I have a different take on “I Want You.” I think Dylan’s playing with the word “you” or rather the sound “u.” I think he’s saying I want “u,” the sound, to enter that song. Ricks spotlights the equivocal meaning of “sense” and “cents” in “It’s All Over Now Baby Blues”:
The highway is for gamblers better use your sense.’

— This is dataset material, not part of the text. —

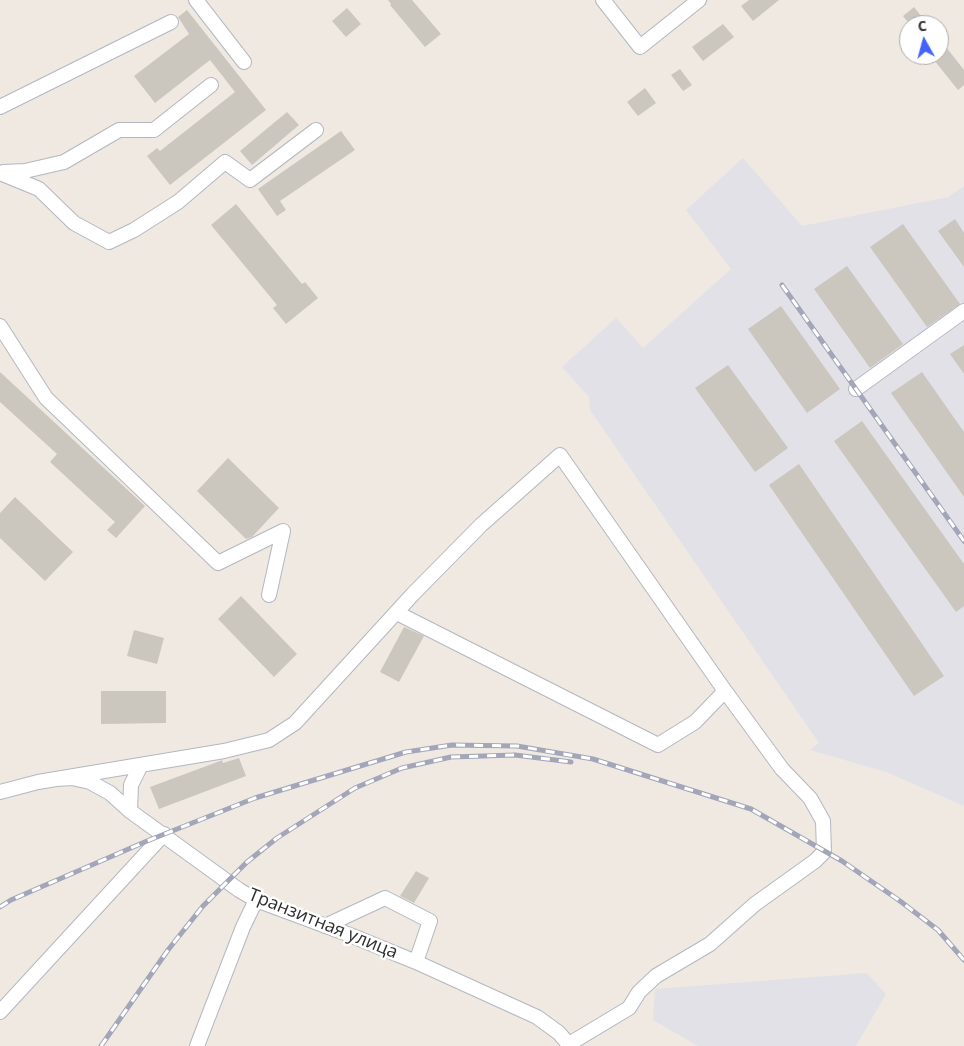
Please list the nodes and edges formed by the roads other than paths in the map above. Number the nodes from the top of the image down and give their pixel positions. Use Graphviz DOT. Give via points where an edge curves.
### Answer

Yes, better, one who bets, use your cents well.
I want u.
Dylan wants a u. Vanna, Where are you/u?
After the first stanza, which sets up the conflict, “The silver saxophones say I should refuse you,” someone telling him to refuse “u” (how does a poet do that exactly?) see how long it takes for Dylan to get to a “u” sound in song:
The guilty undertaker sighs
The lonesome organ grinder cries
The silver saxophones say I should refuse you
The cracked bells and washed-out horns
Blow into my face with scorn
But it’s not that way
I wasn’t born to lose you
I want you, I want you
I want you so bad
Honey, I want you
The drunken politician leaps
Upon the street where mothers weep
And the saviors who are fast asleep, they wait for you
And I wait for them to interrupt
Me drinkin’ from my broken cup
And ask me to
Open up the gate for you
I want you, I want you
I want you so bad
Honey, I want you
How all my fathers, they’ve gone down
True love they’ve been without it
But all their daughters put me down
’Cause I don’t think about it
Well, I return to the Queen of Spades
And talk with my chambermaid
She knows that I’m not afraid to look at her
She is good to me
And there’s nothing she doesn’t see
She knows where I’d like to be
But it doesn’t matter
I want you, I want you
I want you so bad
Honey, I want you
Now your dancing child with his Chinese suit
He spoke to me, I took his flute
No, I wasn’t very cute to him, was I?
But I did it, though, because he lied
Because he took you for a ride
And because time was on his side
And because I . . .
I want you, I want you
I want you so bad
Honey, I want you
Yup, not until the last stanza before the final chorus. (And yes, if you looked/listened close, the word “True” that begins line 22, is the long “u” sound, but it is not used in a rhyme. Why else would Dylan want a “u”?)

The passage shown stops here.